> EXERCISE OBJECTIVE
Where the word "Amilcare" occurs in a line of the data, return the whole line.

> Records excerpted from a collection
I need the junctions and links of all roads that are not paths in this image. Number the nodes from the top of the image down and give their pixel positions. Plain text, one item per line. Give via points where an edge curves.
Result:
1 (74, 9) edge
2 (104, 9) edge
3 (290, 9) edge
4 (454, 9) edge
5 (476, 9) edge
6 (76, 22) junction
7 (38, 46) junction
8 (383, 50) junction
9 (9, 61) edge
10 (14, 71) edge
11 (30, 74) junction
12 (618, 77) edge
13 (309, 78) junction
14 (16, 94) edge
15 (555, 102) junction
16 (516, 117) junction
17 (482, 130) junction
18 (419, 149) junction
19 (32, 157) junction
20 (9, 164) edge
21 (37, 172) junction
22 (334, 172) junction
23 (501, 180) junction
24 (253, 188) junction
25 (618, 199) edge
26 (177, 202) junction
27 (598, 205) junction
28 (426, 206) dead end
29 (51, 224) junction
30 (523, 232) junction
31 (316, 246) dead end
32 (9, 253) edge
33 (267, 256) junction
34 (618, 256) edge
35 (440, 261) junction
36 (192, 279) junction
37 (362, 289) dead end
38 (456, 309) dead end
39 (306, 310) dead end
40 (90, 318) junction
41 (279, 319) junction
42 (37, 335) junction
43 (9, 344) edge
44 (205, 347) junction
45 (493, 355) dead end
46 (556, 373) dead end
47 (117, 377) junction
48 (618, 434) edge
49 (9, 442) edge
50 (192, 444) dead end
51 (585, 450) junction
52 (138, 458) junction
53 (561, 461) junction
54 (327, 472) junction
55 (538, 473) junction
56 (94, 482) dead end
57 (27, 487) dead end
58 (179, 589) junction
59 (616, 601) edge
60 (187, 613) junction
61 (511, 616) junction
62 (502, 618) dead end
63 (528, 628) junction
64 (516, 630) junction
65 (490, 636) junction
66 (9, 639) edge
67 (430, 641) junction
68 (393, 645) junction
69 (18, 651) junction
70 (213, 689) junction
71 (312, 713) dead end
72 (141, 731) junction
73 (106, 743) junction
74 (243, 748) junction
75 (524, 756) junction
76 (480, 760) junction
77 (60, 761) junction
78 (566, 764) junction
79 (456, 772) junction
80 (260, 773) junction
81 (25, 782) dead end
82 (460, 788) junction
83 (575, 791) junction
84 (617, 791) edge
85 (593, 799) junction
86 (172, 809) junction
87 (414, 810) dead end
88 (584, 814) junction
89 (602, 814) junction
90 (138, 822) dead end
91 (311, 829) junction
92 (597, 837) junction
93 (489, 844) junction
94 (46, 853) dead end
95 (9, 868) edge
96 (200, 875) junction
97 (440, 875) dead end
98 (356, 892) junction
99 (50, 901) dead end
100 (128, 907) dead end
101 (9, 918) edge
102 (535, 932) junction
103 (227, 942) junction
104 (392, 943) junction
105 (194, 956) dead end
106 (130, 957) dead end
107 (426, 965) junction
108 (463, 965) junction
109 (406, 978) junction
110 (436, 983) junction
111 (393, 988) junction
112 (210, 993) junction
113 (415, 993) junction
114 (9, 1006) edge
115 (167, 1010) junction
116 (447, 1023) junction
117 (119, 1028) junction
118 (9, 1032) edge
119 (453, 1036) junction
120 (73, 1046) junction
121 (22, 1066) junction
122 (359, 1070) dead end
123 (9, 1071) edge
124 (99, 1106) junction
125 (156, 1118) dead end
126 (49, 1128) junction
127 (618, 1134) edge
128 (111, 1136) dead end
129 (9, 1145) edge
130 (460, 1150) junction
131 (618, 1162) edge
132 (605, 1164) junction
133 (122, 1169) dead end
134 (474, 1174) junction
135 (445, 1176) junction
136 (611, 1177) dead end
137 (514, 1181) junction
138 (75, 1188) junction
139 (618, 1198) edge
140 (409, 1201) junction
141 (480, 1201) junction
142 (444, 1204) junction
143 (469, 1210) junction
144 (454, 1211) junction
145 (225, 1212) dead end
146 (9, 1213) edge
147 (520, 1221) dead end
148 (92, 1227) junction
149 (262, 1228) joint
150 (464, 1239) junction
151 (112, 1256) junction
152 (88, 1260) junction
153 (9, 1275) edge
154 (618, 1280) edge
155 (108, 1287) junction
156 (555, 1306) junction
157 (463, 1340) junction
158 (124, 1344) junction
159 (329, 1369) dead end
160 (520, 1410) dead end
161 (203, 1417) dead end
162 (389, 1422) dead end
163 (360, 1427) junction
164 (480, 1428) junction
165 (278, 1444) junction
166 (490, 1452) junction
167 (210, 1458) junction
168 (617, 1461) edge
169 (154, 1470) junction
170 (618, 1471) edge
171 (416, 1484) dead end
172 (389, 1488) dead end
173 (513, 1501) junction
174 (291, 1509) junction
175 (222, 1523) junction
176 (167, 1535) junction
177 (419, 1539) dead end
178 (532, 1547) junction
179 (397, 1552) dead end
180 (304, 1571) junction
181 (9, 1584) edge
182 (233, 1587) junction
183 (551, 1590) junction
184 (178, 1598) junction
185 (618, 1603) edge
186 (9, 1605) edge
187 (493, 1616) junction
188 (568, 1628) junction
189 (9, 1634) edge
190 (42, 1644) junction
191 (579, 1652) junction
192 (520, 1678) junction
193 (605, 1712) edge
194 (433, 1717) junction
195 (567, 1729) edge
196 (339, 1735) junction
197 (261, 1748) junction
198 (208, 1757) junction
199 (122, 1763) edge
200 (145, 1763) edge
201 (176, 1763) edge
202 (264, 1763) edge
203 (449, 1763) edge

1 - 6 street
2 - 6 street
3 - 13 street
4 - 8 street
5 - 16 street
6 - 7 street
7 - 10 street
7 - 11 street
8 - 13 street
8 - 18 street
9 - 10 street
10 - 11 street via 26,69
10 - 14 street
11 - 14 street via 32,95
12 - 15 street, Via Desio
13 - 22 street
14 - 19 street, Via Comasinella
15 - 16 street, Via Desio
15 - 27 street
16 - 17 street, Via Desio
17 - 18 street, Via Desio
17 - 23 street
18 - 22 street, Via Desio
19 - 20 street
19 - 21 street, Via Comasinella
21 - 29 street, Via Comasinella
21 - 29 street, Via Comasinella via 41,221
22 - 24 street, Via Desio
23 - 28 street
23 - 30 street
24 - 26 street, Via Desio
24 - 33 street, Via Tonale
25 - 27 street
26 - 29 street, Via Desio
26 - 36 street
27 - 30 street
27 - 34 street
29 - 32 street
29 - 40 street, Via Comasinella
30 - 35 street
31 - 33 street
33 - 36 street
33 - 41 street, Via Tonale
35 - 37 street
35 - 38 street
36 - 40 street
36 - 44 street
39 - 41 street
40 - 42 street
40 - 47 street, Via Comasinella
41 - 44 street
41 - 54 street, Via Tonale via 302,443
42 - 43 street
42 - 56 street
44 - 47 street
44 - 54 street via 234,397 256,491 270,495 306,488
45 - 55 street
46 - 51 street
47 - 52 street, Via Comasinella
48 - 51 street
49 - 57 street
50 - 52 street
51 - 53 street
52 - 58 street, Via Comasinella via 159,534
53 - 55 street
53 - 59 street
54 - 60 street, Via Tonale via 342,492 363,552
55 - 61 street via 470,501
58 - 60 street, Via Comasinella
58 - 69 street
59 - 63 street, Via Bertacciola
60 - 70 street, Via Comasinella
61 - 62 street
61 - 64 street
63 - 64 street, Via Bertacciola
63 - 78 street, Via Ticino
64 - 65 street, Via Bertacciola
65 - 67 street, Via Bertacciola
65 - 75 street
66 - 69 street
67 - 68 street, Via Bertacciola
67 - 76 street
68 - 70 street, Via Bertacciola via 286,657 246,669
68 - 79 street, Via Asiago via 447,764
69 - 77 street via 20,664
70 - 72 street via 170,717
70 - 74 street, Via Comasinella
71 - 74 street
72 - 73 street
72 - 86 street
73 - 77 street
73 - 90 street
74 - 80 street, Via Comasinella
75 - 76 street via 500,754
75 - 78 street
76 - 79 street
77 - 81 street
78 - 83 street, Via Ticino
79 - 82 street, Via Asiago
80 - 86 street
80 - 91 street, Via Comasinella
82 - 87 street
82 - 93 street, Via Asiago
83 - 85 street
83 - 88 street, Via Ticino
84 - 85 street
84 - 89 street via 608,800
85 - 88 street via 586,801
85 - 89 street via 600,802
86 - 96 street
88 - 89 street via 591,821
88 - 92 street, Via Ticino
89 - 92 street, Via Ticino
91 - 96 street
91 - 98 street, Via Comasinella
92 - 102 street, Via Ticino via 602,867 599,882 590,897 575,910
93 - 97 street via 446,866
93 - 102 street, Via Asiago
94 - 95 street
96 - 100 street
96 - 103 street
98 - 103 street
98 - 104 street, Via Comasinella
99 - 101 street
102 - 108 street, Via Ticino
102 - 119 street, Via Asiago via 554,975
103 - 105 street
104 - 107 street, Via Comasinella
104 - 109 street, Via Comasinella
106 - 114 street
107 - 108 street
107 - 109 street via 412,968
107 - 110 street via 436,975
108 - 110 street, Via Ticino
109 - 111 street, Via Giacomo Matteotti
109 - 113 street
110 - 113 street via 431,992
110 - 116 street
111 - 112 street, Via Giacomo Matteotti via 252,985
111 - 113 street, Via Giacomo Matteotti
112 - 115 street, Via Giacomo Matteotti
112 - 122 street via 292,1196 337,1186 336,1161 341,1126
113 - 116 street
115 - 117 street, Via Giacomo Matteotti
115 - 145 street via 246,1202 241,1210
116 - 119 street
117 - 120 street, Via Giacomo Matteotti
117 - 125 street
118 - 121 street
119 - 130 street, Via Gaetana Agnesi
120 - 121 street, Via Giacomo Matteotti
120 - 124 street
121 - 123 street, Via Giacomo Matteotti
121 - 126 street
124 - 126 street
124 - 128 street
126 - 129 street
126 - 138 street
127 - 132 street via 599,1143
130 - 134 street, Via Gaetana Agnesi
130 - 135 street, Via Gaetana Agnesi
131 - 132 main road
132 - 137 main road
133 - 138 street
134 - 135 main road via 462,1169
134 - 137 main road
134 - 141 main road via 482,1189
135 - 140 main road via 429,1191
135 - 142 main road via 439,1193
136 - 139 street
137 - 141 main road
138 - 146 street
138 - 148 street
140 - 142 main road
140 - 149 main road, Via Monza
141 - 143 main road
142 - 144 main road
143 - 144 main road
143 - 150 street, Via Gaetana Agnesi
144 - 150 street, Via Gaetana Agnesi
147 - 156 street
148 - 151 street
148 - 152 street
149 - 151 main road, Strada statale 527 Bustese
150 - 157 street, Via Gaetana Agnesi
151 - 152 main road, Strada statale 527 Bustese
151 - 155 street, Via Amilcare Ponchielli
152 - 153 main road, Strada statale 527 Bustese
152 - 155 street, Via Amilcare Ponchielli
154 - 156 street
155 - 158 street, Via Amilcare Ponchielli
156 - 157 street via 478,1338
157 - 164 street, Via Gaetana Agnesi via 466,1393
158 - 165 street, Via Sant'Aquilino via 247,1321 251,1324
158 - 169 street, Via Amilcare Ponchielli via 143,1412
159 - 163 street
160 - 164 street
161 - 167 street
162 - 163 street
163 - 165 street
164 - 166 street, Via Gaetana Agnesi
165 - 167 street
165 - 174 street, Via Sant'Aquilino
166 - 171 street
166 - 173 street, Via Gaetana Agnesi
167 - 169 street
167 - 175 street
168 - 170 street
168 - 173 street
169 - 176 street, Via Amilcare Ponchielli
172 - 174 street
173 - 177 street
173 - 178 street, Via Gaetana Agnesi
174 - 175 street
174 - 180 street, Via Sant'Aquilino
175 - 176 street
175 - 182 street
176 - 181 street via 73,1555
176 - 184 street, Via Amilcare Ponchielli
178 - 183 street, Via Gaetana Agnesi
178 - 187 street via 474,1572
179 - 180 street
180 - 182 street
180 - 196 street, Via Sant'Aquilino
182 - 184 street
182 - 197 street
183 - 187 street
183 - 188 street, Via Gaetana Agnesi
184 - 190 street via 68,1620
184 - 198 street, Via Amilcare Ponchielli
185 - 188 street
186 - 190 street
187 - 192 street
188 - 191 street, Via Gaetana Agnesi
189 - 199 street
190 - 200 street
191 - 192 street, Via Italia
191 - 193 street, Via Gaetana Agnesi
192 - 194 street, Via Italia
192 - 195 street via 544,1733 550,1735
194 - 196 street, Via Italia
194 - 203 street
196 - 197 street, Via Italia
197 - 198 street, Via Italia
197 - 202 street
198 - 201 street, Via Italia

> YOUR RESPONSE
151 - 155 street, Via Amilcare Ponchielli
152 - 155 street, Via Amilcare Ponchielli
155 - 158 street, Via Amilcare Ponchielli
158 - 169 street, Via Amilcare Ponchielli via 143,1412
169 - 176 street, Via Amilcare Ponchielli
176 - 184 street, Via Amilcare Ponchielli
184 - 198 street, Via Amilcare Ponchielli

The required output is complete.